Besonders seine glückliche Ehe mit Ingeborg Schäuble wirke Wunder, wissen die Experten vom Spiegel. Gerade Frau Schäuble ist jedoch an der neuerlichen Personaldiskussion in und um die CDU-Führung nicht unbeteiligt: Sie vertraute dem stern-Redakteur Hans-Peter Schütz in einem Anfang August veröffentlichten Interview an, sie habe "sehr große Bedenken" gegenüber der möglichen Kanzlerschaft ihres Mannes. Sie findet, "daß das ein Amt ist, das unheimlich viel Kraft kostet und ihm noch weniger Spielraum lassen würde", und glaubt im übrigen "daß es nicht leicht wäre, der Öffentlichkeit das Bild eines Kanzlers im Rollstuhl zu vermitteln".

Welche Motive auch immer sich hinter dieser Aussage der Insiderin verbergen, Ingeborg Schäuble traf ins Schwarze. Das Tabu war gebrochen, endlich darf ungeniert die Frage gestellt werden, ob ein "Krüppel" als Kanzler taugt. Seither werden allerorten ExpertInnen bemüht, um die Fragen zu beantworten: Ist man mit einer Querschnittslähmung auch leistungsfähig genug? Und ist ein Leben mit dieser Einschränkung nicht ein großes Trauerspiel, ja überhaupt noch "lebenswert" (stern)?

Wohltuend hebt sich die Antwort des Unfallchirurgen Gerhard Exner im aktuellen stern von dieser Art Fragen ab: Das Ganze sei keine medizinische, sondern eine politische Frage. Schäuble könne seine Arme, vor allem aber seinen Kopf gebrauchen - medizinisch stehe seiner Kanzlerschaft nichts im Wege.

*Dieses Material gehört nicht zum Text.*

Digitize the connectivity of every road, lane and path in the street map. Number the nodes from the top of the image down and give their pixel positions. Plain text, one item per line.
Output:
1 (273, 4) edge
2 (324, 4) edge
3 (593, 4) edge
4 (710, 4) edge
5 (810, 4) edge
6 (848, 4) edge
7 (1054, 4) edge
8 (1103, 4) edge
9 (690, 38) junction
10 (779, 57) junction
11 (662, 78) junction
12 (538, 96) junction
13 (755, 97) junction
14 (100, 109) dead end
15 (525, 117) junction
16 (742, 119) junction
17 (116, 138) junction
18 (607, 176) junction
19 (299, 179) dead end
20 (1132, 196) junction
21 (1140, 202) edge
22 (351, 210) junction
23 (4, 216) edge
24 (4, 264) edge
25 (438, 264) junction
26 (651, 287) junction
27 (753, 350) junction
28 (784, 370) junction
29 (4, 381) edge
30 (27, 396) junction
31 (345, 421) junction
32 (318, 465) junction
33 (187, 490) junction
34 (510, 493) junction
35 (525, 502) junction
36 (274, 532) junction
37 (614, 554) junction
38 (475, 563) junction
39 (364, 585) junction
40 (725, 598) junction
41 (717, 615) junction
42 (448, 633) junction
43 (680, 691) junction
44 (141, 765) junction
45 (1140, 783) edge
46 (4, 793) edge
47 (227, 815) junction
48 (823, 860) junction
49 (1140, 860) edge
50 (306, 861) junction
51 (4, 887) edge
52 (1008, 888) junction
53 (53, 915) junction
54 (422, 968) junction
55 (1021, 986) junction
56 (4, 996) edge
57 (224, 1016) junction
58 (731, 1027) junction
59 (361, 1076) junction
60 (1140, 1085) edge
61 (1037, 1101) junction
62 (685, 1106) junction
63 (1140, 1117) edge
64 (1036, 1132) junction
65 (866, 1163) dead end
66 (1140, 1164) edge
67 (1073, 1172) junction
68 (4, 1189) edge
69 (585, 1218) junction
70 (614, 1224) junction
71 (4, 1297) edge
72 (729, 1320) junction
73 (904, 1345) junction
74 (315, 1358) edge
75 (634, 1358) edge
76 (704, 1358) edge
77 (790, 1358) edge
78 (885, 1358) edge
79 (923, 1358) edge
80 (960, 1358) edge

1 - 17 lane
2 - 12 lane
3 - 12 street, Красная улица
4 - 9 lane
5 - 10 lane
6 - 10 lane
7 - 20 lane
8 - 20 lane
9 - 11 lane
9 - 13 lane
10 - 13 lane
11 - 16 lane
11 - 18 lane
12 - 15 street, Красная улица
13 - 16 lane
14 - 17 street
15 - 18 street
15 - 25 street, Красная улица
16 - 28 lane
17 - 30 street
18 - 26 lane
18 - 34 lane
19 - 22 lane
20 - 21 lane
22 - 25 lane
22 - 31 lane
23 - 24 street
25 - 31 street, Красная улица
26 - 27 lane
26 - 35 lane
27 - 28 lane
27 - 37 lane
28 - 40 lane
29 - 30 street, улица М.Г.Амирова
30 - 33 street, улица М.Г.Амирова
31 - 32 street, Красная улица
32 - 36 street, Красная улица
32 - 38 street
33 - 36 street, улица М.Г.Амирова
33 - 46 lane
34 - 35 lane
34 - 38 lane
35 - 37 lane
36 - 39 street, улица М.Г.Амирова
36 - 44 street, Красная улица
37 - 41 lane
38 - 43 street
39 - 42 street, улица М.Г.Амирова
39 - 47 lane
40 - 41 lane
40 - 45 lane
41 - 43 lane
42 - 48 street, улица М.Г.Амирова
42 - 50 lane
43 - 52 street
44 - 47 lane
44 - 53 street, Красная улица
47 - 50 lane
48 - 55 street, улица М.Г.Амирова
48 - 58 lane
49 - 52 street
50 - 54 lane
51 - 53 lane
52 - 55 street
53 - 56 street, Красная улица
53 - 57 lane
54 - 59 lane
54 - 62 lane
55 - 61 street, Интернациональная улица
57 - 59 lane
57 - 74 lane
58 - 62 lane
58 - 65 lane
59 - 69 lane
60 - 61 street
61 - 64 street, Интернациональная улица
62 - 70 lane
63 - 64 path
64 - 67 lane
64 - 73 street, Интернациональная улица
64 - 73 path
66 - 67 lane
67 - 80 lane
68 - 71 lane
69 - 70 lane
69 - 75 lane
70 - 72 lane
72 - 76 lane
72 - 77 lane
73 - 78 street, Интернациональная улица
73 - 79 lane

Es scheint tatsächlich nicht die mögliche gesundheitliche Belastung Schäubles zu sein, die der Republik so viel Sorgen bereitet. So sinniert der Spiegel: "Kann ein Mann, gefesselt an den Rollstuhl, seit knapp acht Jahren, sich die Kanzlerschaft zumuten - und ist er den Deutschen zuzumuten?" Es ist das nationale Ego, das zu leiden hätte: Wie sähe das denn aus, wenn auf einem Gipfeltreffen alle RegierungsvertreterInnen stehen und nur einer, ausgerechnet der deutsche, sitzt? Undenkbar! Schäuble beim Bad in der Menge? Unsichtbar! Eine den Nationalstolz kränkende Vorstellung hat der ehemalige Innenminister selbst in Umlauf gesetzt: "Warum kann ich nicht Kanzler werden? - Weil ein Krüppel keine Parade abnehmen kann", vertraute Schäuble verunsicherten MedienvertreterInnen an.

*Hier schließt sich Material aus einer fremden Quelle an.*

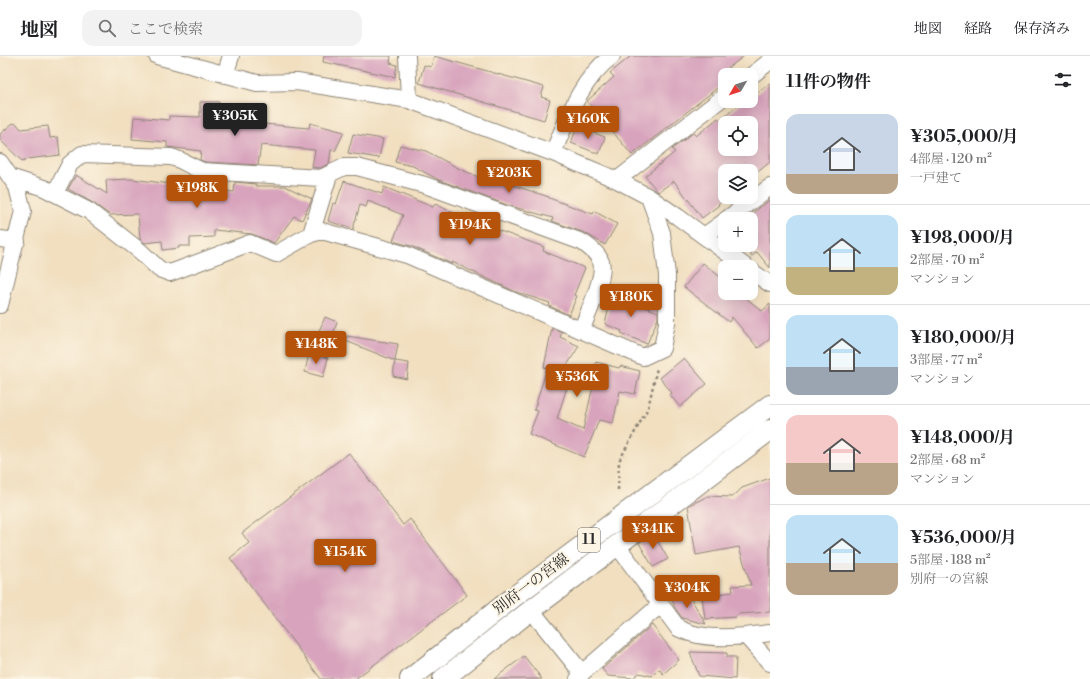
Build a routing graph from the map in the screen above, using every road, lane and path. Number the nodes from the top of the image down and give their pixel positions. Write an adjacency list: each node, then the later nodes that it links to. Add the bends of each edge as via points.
1 (157, 56): 7 (street)
2 (231, 56): 7 (street)
3 (407, 56): 8 (street)
4 (612, 56): 10 (street, via 600,65 577,97)
5 (770, 61): 6 (street)
6 (758, 70)
7 (225, 75): 8 (street, via 257,83 297,82)
8 (409, 100): 10 (street)
9 (718, 101): 14 (street)
10 (553, 153): 14 (street)
11 (0, 162): 13 (street)
12 (329, 175): 16 (street, via 321,178 202,171 191,167 182,159 171,157 82,154 70,164); 20 (street); 28 (street, via 344,167 357,167 425,185 582,242 596,253 602,263 600,279)
13 (10, 177): 16 (street); 23 (street, via 17,187 23,211)
14 (617, 180): 17 (street)
15 (770, 187): 18 (street)
16 (55, 193): 20 (street, via 89,211 159,269 170,273 250,243 276,254)
17 (649, 197): 21 (street); 29 (street, via 662,232 667,275 667,323 662,348)
18 (737, 212)
19 (718, 226): 21 (street)
20 (310, 234): 28 (street, via 322,231 407,255)
21 (704, 236): 24 (street)
22 (0, 240): 23 (street)
23 (17, 241): 27 (street)
24 (737, 260)
25 (758, 276): 26 (street)
26 (770, 284)
27 (0, 305)
28 (582, 329): 29 (street, via 643,357)
29 (657, 350): 32 (path, via 658,363 648,408 619,460)
30 (770, 405): 40 (main road, 別府一の宮線 / 11, via 515,596)
31 (770, 430): 33 (main road, 別府一の宮線 / 11)
32 (618, 490)
33 (619, 545): 34 (street); 35 (main road, 別府一の宮線 / 11)
34 (660, 605): 37 (street, via 678,628 689,634); 39 (street)
35 (532, 610): 39 (street); 41 (main road, 別府一の宮線 / 11)
36 (770, 633): 37 (street)
37 (746, 636): 38 (street)
38 (770, 663)
39 (580, 676)
40 (410, 679)
41 (443, 679)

Wenn es allein um die physische Belastbarkeit eines Mächtigen ginge, müßte Kohls Übergewicht ebenso Spekulationen über das Herzinfarktrisiko oder mögliche Bandscheibenvorfälle auslösen - die Woche nannte in ihrem jüngsten Special zum Thema Übergewicht "Dicke" sogar "schwer behindert". Doch der Möchtegern-Weltmacht kommt ein "stattlicher" Kanzler gerade recht: Wer würde das kapitalkräftige Deutschland besser symbolisieren als Kohl?

Bei Schäuble hingegen sähe das anders aus. Der Symbolwert eines Rollstuhlfahrers hinsichtlich staatsmännischer Tugenden wie Autorität, Härte, Durchsetzungskraft, Männlichkeit und Gesundheit scheint für viele - anders als beim zweiten Thronfolgeanwärter Volker Rühe - gegen Null zu tendieren. Und wie sollen die gegenüber behinderten und deswegen "minderwertigen" Menschen sich selbst aufwertenden StaatsbürgerInnen zu einem rollstuhlfahrenden Staatsoberhaupt aufblicken? Die Hierarchie, an deren Spitze Schäuble qua Amt stehen würde, wäre auf dieser Ebene auf den Kopf gestellt - und das verwirrt die Nation.

Doch zur Erleichterung der Deutschen bleibt die Behinderung Schäubles weitgehend unsichtbar. Zu sehen ist ohnehin fast immer nur sein Oberkörper, und aufs Rednerpult hauen kann er ja auch.